Zöhrer spricht von einem „ständigen Auf und Ab“, das die offene Jugendarbeit in Lustenau in den vergangenen Jahren durchlebt hat. „Wir sind seit Corona ziemlich autonom unterwegs“, sagt er. Der Verein habe sich entschieden, die Räume so lange wie möglich zu halten – obwohl der offizielle Auftrag durch die Gemeinde Ende 2021 endete. Seither finanziert sich die Arbeit durch eine Vereinsförderung, Projektmittel – und Spenden. Aktuell fehlen mehrere Tausend Euro, um den Betrieb bis Ende 2026 sichern zu können.

Die Räumlichkeiten sind gezeichnet von der jahrelangen Nutzung und dennoch funktioniert hier alles einwandfrei. ©Strobel/VOL.AT
Die Boulderhalle in der Culture Factor Y. ©Strobel/VOL.AT

Gemeinde: Auftrag liegt woanders

Bürgermeister Patrick Wiedl verweist auf die offizielle Trennung: Die Offene Kinder- und Jugendarbeit Lustenau (OK-JA!) sei seit 2022 in gemeindeeigener Verantwortung und werde vollständig durch Land und Gemeinde finanziert.
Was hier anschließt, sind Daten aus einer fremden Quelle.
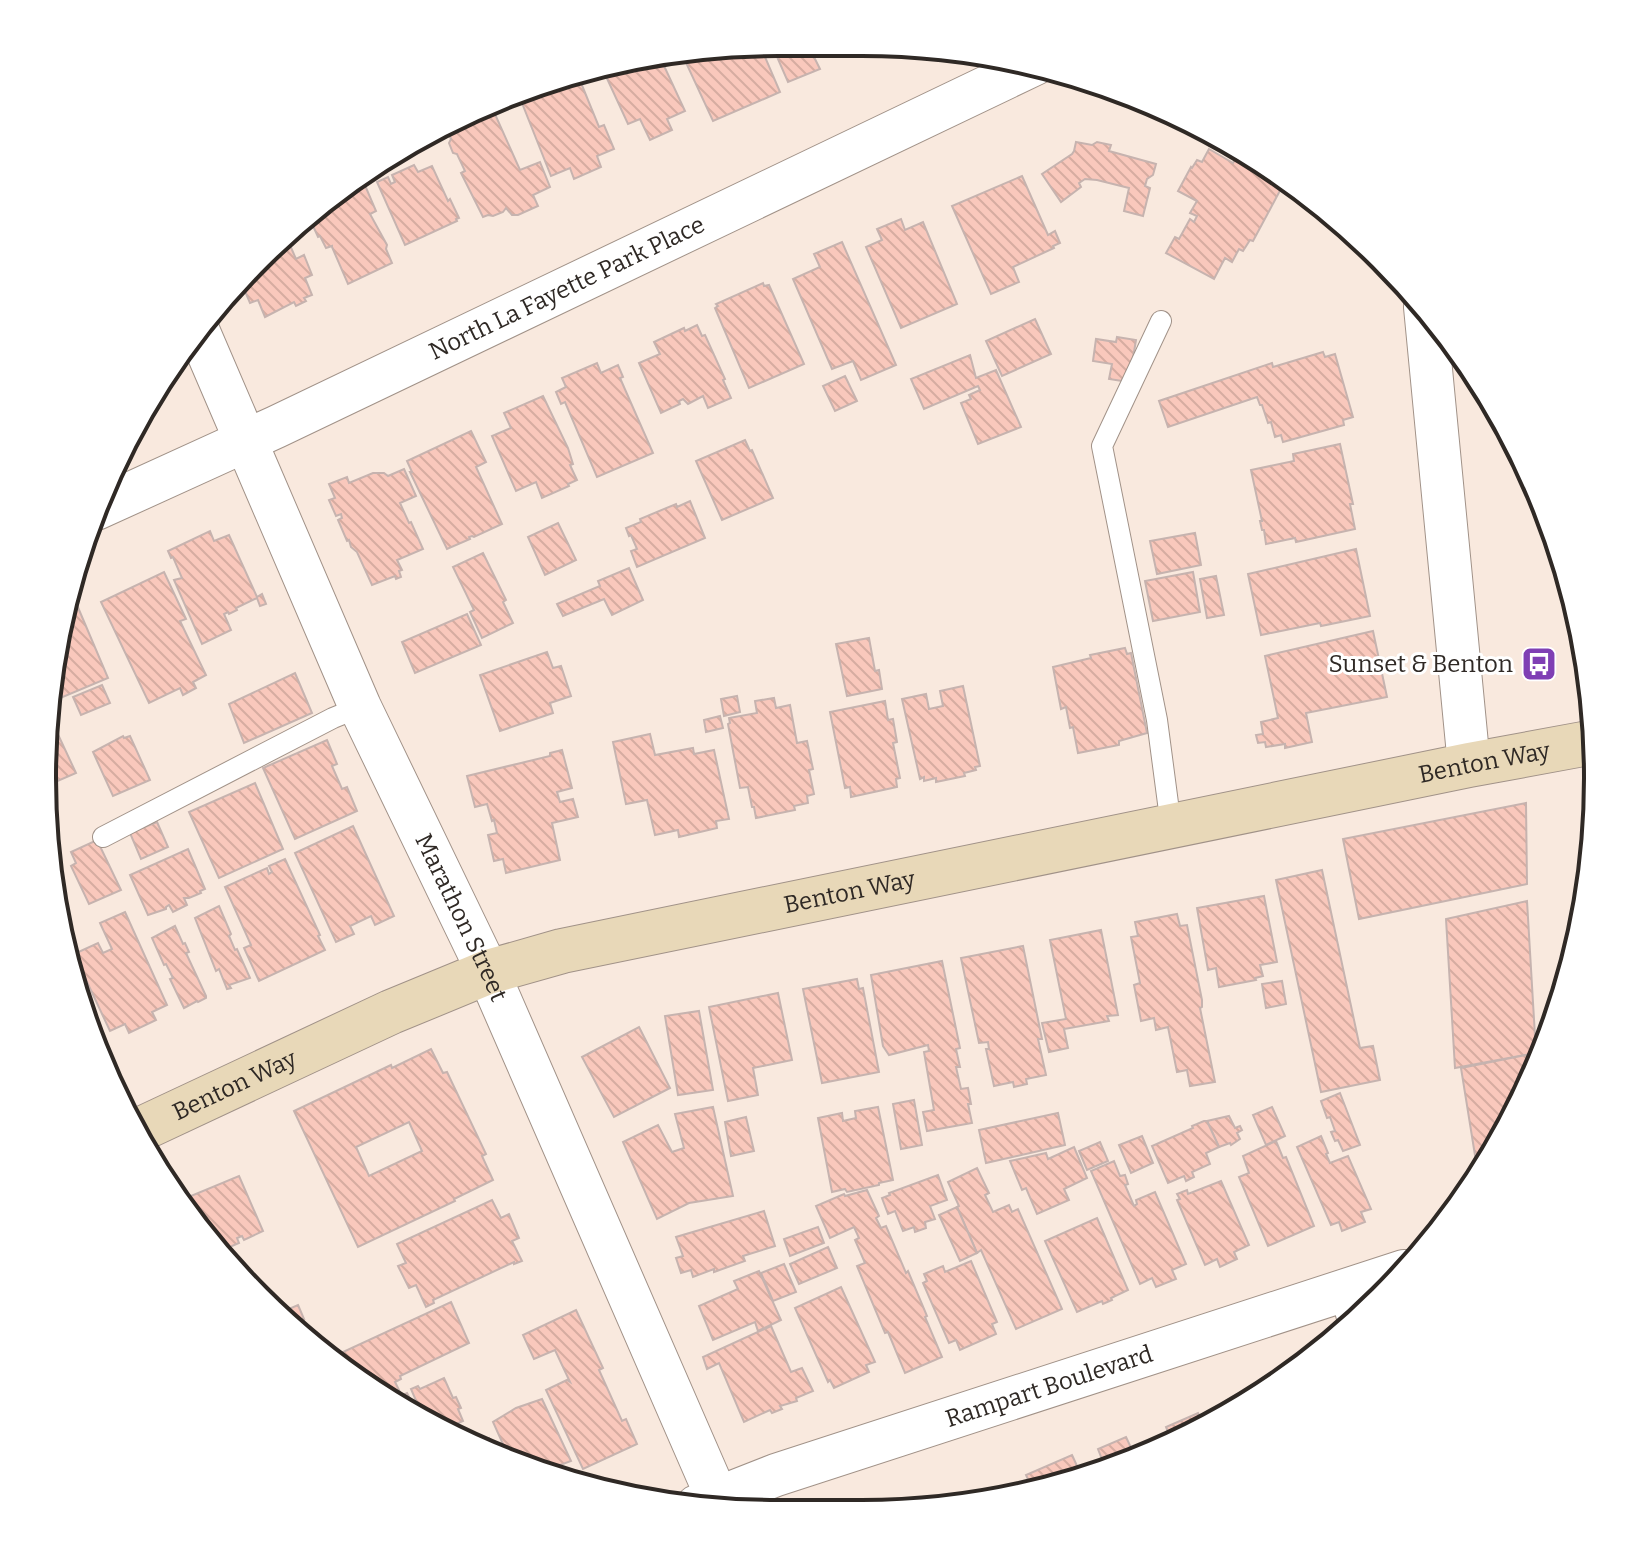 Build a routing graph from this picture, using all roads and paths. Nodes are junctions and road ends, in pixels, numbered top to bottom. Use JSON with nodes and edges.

Die aktuelle Spendensammlung betreffe nicht die OK-JA!, sondern explizit den Verein Culture Factor Y. Dieser sei als eigenständiger Kulturverein tätig, habe jedoch keinen Auftrag mehr von der Gemeinde. Eine jährliche Vereinsförderung erhalte der Verein nach wie vor. Offensichtlich zu wenig.

Im Vergleich zu den vorangegangenen Bildern, hier das Jugenhaus von "OK-JA!" das vollständig von Land und Gemeinde finanziert wird, in der Dornbirnerstraße in Lustenau. ©Strobel/VOL.AT

Wiedl betont zusätzlich, dass er Vergleiche zwischen verschiedenen Gemeindeprojekten – etwa im Sozial-, Kultur- oder Infrastrukturbereich wie dem Bau des neuen Stadions, der immer wieder zur Sprache kommt – für wenig zielführend hält. Alle Fördermittel für 2025 seien gesichert, für die kommenden Jahre sei jedoch „eine sorgfältige Neubewertung“ geplant.
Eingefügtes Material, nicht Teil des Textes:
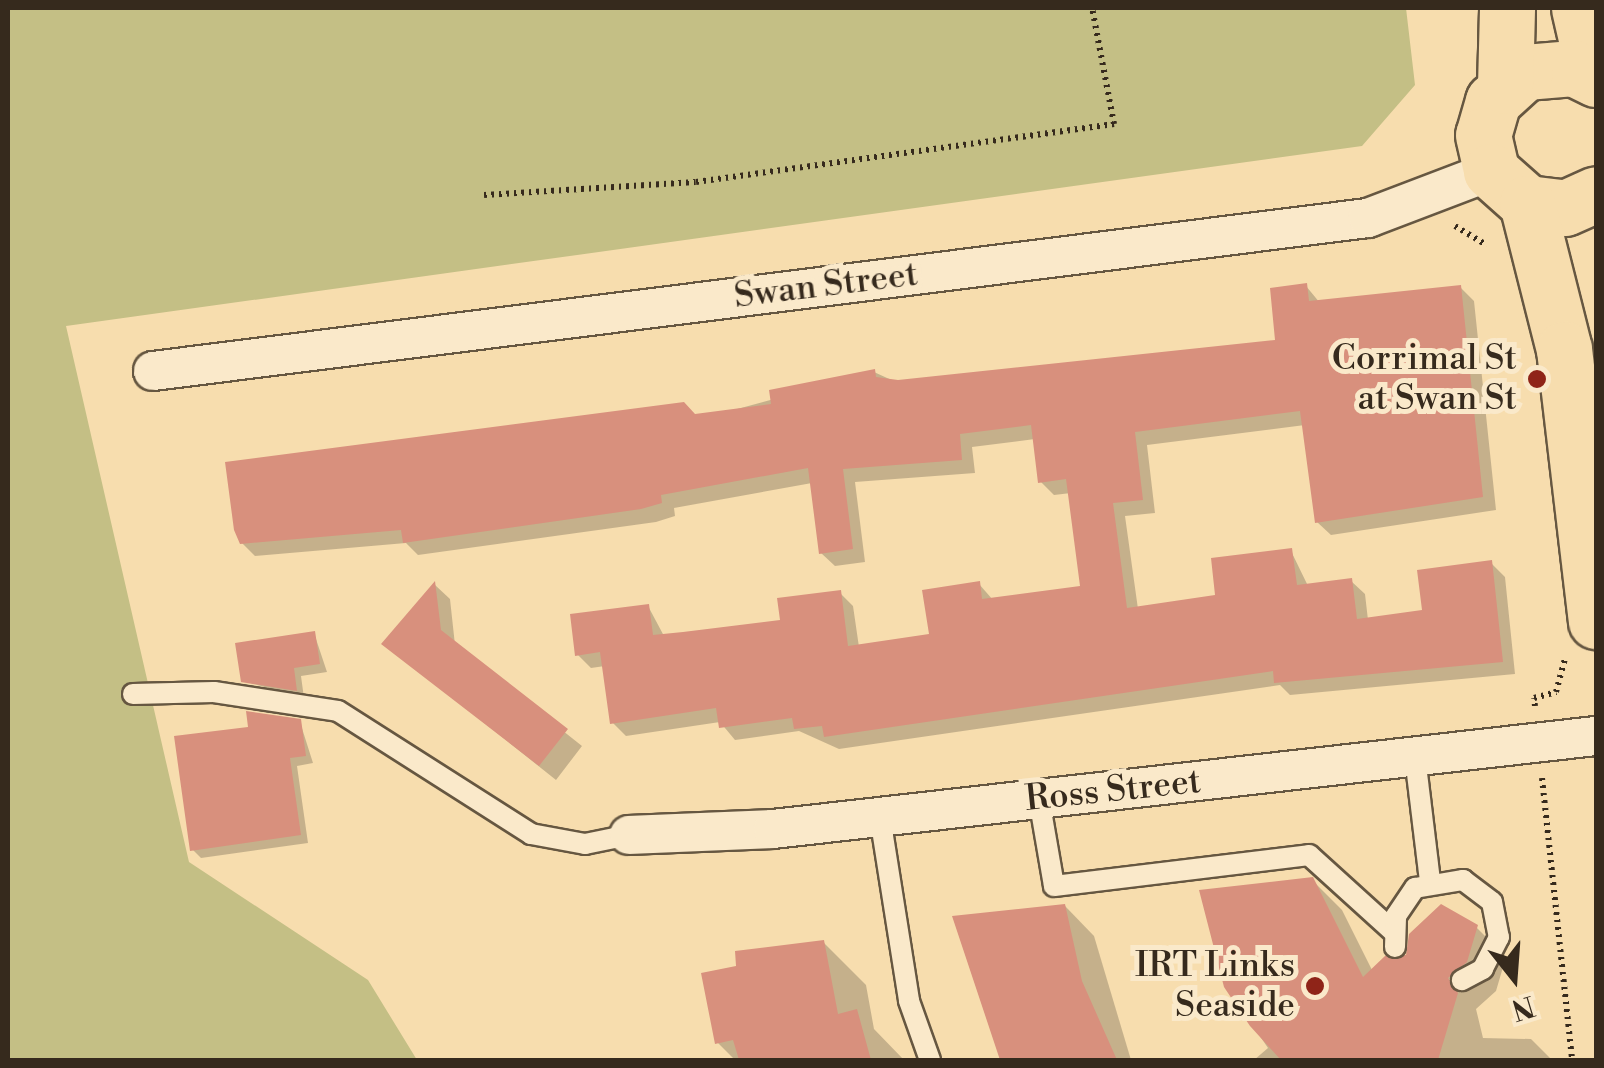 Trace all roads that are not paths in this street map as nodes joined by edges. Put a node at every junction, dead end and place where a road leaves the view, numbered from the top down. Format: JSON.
{"nodes":[{"id":1,"x":1507,"y":8,"type":"edge"},
{"id":2,"x":1579,"y":8,"type":"edge"},
{"id":3,"x":1596,"y":79,"type":"edge"},
{"id":4,"x":1504,"y":86,"type":"junction"},
{"id":5,"x":1509,"y":187,"type":"junction"},
{"id":6,"x":1596,"y":194,"type":"edge"},
{"id":7,"x":153,"y":371,"type":"dead end"},
{"id":8,"x":1579,"y":629,"type":"edge"},
{"id":9,"x":133,"y":694,"type":"dead end"},
{"id":10,"x":1596,"y":736,"type":"edge"},
{"id":11,"x":1416,"y":757,"type":"junction"},
{"id":12,"x":1039,"y":799,"type":"junction"},
{"id":13,"x":880,"y":817,"type":"junction"},
{"id":14,"x":629,"y":835,"type":"joint"},
{"id":15,"x":1430,"y":881,"type":"junction"},
{"id":16,"x":1462,"y":980,"type":"dead end"},
{"id":17,"x":930,"y":1060,"type":"edge"}],
"edges":[{"from":1,"to":4,"type":"main road"},
{"from":2,"to":3,"type":"main road"},
{"from":3,"to":4,"type":"main road"},
{"from":4,"to":5,"type":"main road"},
{"from":5,"to":6,"type":"main road"},
{"from":5,"to":7,"type":"street","name":"Swan Street"},
{"from":5,"to":8,"type":"main road"},
{"from":9,"to":14,"type":"lane"},
{"from":10,"to":11,"type":"street","name":"Ross Street"},
{"from":11,"to":12,"type":"street","name":"Ross Street"},
{"from":11,"to":15,"type":"lane"},
{"from":12,"to":13,"type":"street","name":"Ross Street"},
{"from":12,"to":15,"type":"lane"},
{"from":13,"to":14,"type":"street","name":"Ross Street"},
{"from":13,"to":17,"type":"lane"},
{"from":15,"to":16,"type":"lane"}]}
Zwei Häuser, zwei Realitäten

Während Zöhrers Team Spenden sammelt, präsentiert sich das gemeindeeigene Jugendhaus „DÔ“ als moderne Einrichtung. „Natürlich ist das auf den ersten Blick beeindruckender“, sagt Zöhrer. „Aber wir bieten seit Jahrzehnten einen Raum, der nicht kontrolliert, sondern begleitet. Genau das brauchen viele Jugendliche.“
Der Verein betreut neben der offenen Jugendarbeit auch Projekte wie Gute Geister – ein Beschäftigungsprojekt für arbeitssuchende Jugendliche mit Taschengeldvergütung. Ebenso organisiert das Team Gewaltprävention an Schulen. „Aber das alles passiert projektbasiert“, erklärt Zöhrer. „Für den Raum selbst fehlt die Grundfinanzierung.“

Fazit: Kein Gegeneinander – aber offene Fragen

Der Vorwurf, die Gemeinde investiere lieber in Prestigeprojekte als in soziale Arbeit, liegt immer wieder in der Luft – doch Zöhrer vermeidet die Konfrontation. Trotzdem stellt sich die Frage, warum in Lustenau für neue Gebäude ausreichend Geld vorhanden ist, während eine etablierte Jugendeinrichtung zur Kollekte aufrufen muss.
Was bleibt, ist ein Gefühl von Parallelexistenz: zwei Jugendhäuser, zwei Finanzierungsmodelle, zwei Realitäten. Die eine trägt die Gemeinde – die andere die Bevölkerung.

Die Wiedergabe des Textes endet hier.